I put my hand in his. Which felt right, God help me. He beckoned me closer with a crooked finger, so I leaned in.

“I’ve got this idea of you, bent over my bike. I lift your skirt to reveal that voluptuous bum. Tell me you wear lacy scanties.”

I didn’t say anything and he crooked a smile. “In my fantasy, you do. So, I pull them down, all slow like, but you can’t do anything about it.”

My mouth was dry. “Why can’t I?”

“I won’t let you. And you’re wiggling, squirming, making those little noises like you do—”

“What noises?”

“Like when I shock you. And you get all blushy, like now.”

“I’m not—”

“Don’t go.” His hand tightened on mine. “Don’t you want to hear what I’d do to you next?”

I did.

I so did. I so didn’t.

I couldn’t believe it was me, doing this.

I yanked my hand away and gulped my drink, not even savoring it. My face had to be beet red. Like a washer woman. With my fair complexion, every bit of flush showed—heat, embarrassment, frustration—and it wasn’t pretty “roses” in my cheeks, either. Instead I tended to look like I’d rolled in poison oak.

Damien just watched me, no cheeky grin, cocktail glass loose in his hand and lurid fantasies hot in his eyes.

“I happen to know,” I said, “that ‘voluptuous’ is a euphemism for fat.”

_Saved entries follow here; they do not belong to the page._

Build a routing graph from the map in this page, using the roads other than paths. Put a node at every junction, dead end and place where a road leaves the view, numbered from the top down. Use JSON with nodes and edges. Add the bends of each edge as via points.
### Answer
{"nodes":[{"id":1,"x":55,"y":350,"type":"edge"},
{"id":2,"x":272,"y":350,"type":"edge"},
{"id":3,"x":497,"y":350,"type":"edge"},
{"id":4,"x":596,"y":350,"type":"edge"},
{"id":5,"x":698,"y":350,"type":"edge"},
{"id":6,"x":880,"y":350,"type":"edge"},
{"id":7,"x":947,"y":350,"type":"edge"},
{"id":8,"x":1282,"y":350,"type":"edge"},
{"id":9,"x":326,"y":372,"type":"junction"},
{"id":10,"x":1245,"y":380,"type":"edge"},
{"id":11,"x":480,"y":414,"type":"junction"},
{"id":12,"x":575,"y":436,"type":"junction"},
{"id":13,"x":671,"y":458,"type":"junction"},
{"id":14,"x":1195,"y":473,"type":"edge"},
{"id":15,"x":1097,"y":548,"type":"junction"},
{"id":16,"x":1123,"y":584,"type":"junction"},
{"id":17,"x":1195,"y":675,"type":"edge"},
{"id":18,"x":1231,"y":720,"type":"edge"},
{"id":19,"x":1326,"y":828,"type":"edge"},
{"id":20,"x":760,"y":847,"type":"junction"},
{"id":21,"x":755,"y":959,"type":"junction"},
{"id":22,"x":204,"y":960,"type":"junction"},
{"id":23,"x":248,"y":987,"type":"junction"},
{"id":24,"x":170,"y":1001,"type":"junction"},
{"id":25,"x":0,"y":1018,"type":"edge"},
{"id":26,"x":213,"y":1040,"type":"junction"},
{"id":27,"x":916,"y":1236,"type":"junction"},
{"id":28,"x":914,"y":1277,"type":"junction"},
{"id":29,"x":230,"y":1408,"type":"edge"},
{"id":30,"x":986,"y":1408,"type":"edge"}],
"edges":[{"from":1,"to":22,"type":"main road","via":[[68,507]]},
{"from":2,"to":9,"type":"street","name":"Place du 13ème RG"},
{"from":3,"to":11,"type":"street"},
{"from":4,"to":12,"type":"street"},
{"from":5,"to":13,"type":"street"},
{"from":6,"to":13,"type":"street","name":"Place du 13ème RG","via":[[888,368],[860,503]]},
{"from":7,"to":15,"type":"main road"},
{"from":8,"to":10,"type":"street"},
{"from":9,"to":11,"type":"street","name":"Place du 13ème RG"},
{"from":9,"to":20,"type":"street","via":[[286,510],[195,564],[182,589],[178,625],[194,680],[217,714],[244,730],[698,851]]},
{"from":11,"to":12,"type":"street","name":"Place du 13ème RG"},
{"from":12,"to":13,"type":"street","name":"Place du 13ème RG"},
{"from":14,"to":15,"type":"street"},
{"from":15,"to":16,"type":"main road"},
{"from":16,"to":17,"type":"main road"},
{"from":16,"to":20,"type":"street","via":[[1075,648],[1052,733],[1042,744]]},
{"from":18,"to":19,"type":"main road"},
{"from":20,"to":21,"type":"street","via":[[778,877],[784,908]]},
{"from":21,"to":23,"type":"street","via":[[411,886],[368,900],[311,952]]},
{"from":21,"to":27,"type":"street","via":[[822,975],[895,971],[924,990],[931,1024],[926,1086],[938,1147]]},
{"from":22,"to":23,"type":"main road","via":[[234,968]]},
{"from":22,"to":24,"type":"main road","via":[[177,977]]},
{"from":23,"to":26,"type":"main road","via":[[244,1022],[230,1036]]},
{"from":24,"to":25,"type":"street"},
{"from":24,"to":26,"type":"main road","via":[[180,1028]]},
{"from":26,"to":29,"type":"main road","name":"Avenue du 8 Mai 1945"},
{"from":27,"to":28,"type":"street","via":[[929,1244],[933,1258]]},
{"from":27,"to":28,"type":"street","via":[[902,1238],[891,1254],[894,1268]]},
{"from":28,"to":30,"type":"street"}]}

He held up his hands in demonstration, as if he were holding me by the hips as he’d painted so vividly, pretended to look down and licked his lips. His eyes shot up to mine, a flash of aqua catching out my rapt attention. “Looks like the perfect size to me.”

The woman next to him, across from me, looked at me aghast—the whites of her eyes rolling wide with shock. Part of me jerked with embarrassment, wanting to apologize, but the way she twisted her mouth in disapproval, in disgust…well, it pissed me off. She shouldn’t have been eavesdropping in the first damn place. I laid my hand on the table, wiggling my fingers so Damien would take it.

“Tell me more.” I flicked my eyes at Offended Woman. “Feel free to use graphic detail.”